Athletes experiencing sudden bouts of anger, lethargy and repeated colds, coughs and low-grade upper respiratory infections are also exhibiting potential signs of OTS.

The American Council on Exercise, or ACE, headquartered in San Diego, is a nonprofit organization promoting healthy lifestyles and their positive effects on the mind, body and spirit.

But the organization also knows well the dangers of overtraining. It details potential warnings, including restlessness during sleep, mood swings and lack of motivation. If performance isn’t improving, it could mean more rest is necessary. The ACE equates training too hard to hearing a popular song too often. Overtraining can ruin the enjoyment of exercise; repeatedly hearing the same song often can make the tune irritating.

“I don’t think we ask the question about overtraining often enough,” says Feinstein, who has provided sport and exercise psychology consulting services to teams, coaches and youth, high school, collegiate, adult amateur and professional athletes since 1998. “One of the telltale signs is fatigue; another is muscle fatigue that doesn’t resolve normally or illness. Athletes will get colds a lot. Sleep disturbance is huge.

“Increase in their resting heart [rate] is common. With the monitoring we can do now with the Apple Watch or a Fitbit when there are notices of increases in resting heart rates and sleep changes, those are signs you are overtraining. Awareness is the key. But the challenge is that when athletes are overtraining, they really don’t want to recognize it. What’s happening over time is burnout.”

According to Healthline, the online health information provider headquartered in San Francisco, exercise addiction can occur from a variety of unhealthy exercise practices, from negative body image to working out because of feelings of anxiety or guilt.

Dr.
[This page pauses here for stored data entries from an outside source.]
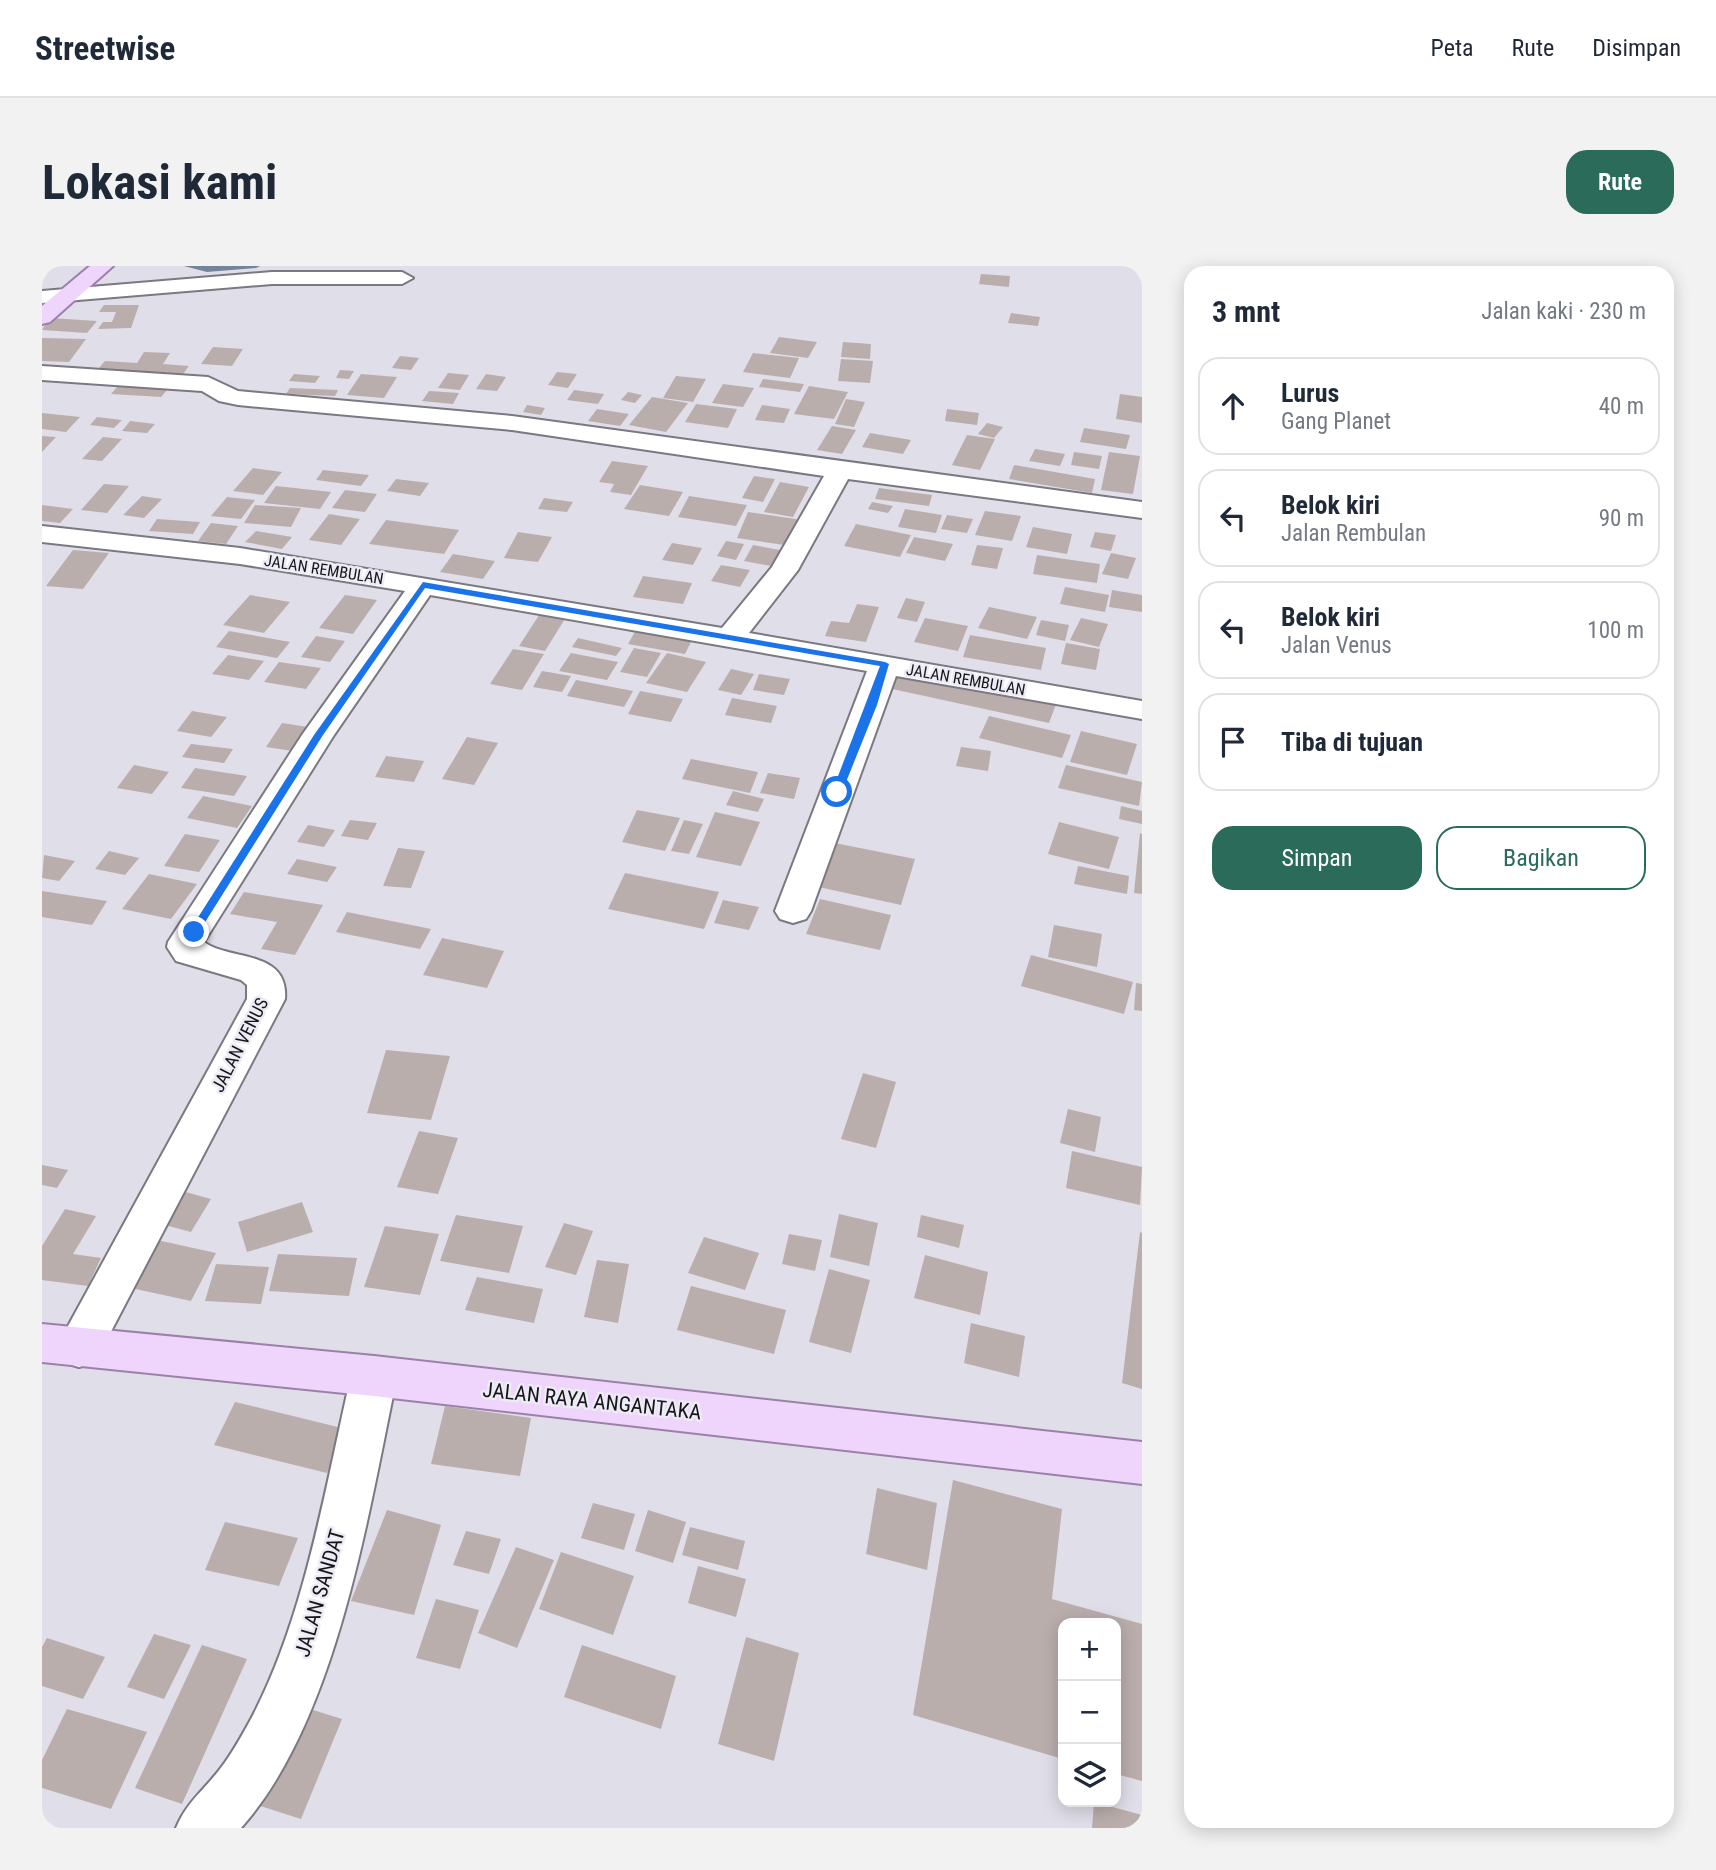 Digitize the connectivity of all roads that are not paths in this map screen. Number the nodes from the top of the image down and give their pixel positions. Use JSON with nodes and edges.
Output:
{"nodes":[{"id":1,"x":103,"y":266,"type":"edge"},
{"id":2,"x":402,"y":278,"type":"dead end"},
{"id":3,"x":66,"y":295,"type":"junction"},
{"id":4,"x":42,"y":298,"type":"edge"},
{"id":5,"x":42,"y":317,"type":"edge"},
{"id":6,"x":42,"y":373,"type":"edge"},
{"id":7,"x":840,"y":470,"type":"junction"},
{"id":8,"x":1142,"y":510,"type":"edge"},
{"id":9,"x":42,"y":534,"type":"edge"},
{"id":10,"x":423,"y":585,"type":"junction"},
{"id":11,"x":730,"y":638,"type":"junction"},
{"id":12,"x":885,"y":664,"type":"junction"},
{"id":13,"x":1142,"y":710,"type":"edge"},
{"id":14,"x":793,"y":911,"type":"dead end"},
{"id":15,"x":60,"y":1346,"type":"edge"},
{"id":16,"x":374,"y":1376,"type":"junction"},
{"id":17,"x":1142,"y":1464,"type":"edge"},
{"id":18,"x":204,"y":1828,"type":"edge"}],
"edges":[{"from":1,"to":3,"type":"main road"},
{"from":2,"to":3,"type":"street"},
{"from":3,"to":4,"type":"street"},
{"from":3,"to":5,"type":"main road"},
{"from":6,"to":7,"type":"street"},
{"from":7,"to":8,"type":"street"},
{"from":7,"to":11,"type":"street"},
{"from":9,"to":10,"type":"street","name":"JALAN REMBULAN"},
{"from":10,"to":11,"type":"street","name":"JALAN REMBULAN"},
{"from":10,"to":15,"type":"street","name":"JALAN VENUS"},
{"from":11,"to":12,"type":"street","name":"JALAN REMBULAN"},
{"from":12,"to":13,"type":"street","name":"JALAN REMBULAN"},
{"from":12,"to":14,"type":"street"},
{"from":15,"to":16,"type":"main road","name":"JALAN RAYA ANGANTAKA"},
{"from":16,"to":17,"type":"main road","name":"JALAN RAYA ANGANTAKA"},
{"from":16,"to":18,"type":"street","name":"JALAN SANDAT"}]}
Dermot Phelan, a cardiologist and sports medicine expert in Charlotte, North Carolina, succinctly stated the growing concern.
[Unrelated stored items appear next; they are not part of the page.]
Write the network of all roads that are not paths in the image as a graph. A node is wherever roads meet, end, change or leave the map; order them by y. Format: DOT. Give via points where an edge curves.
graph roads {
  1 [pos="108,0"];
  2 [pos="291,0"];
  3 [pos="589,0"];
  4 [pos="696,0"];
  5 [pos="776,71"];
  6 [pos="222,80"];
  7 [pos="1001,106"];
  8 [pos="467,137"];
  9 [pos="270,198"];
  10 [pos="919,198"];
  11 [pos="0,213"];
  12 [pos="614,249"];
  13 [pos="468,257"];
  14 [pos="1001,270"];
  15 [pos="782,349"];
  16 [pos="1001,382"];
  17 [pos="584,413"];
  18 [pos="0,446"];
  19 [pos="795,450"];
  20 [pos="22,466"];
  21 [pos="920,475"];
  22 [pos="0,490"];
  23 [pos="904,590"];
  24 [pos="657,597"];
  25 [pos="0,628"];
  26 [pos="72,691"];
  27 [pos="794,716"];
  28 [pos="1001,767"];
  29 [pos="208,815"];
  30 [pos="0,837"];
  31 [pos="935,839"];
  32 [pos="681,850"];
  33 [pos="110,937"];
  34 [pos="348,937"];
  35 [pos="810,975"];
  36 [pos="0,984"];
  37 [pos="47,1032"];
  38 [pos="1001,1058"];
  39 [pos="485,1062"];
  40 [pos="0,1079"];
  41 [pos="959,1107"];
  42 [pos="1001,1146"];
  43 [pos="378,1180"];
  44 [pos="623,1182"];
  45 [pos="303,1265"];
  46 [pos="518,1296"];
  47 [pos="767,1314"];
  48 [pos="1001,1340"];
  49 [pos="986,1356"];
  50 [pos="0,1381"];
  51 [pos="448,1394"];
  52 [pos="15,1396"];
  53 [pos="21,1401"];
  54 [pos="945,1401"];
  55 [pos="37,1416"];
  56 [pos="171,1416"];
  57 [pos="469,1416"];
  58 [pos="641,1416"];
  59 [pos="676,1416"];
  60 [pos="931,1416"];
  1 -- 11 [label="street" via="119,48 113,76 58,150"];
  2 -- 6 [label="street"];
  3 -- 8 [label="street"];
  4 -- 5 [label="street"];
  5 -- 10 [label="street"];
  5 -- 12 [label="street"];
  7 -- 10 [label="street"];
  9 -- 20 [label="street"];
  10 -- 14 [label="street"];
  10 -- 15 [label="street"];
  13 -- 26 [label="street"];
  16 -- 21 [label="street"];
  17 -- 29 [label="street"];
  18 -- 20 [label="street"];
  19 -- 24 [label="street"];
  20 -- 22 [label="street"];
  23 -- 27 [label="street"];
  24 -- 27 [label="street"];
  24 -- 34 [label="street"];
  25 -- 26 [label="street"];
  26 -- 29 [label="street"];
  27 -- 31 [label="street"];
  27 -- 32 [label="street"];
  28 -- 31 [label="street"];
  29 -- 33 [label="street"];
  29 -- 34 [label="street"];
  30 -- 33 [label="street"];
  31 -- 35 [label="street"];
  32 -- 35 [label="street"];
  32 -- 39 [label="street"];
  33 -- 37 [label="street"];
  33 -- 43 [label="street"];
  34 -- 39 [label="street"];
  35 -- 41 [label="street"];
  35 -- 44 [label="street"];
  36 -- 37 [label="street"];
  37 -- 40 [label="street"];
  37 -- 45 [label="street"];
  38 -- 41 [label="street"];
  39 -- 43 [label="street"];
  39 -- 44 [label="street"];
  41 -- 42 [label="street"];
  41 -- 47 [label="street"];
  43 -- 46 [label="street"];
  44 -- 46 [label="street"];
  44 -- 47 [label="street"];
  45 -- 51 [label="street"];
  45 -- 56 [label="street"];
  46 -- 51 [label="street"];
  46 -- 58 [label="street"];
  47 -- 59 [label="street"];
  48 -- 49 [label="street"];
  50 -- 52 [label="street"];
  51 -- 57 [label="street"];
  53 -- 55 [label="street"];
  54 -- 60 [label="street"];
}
“The concept of overtraining is that any form of exercise, when practiced in excess, can contribute to harmful levels of inflammation of the body,” he says.

Feinstein, whose clients include many young team athletes, adds the predicament of “perfectionism.”

“If you think about a kid whose parents or a coach have really high expectations, they are going to drive themselves really, really hard based on those external factors,” she says. “Perfectionism is athletes who only want to get it perfect. They don’t want to give it (training) up. But your body is going to say ‘no’ and that’s what happens. It starts to break down.”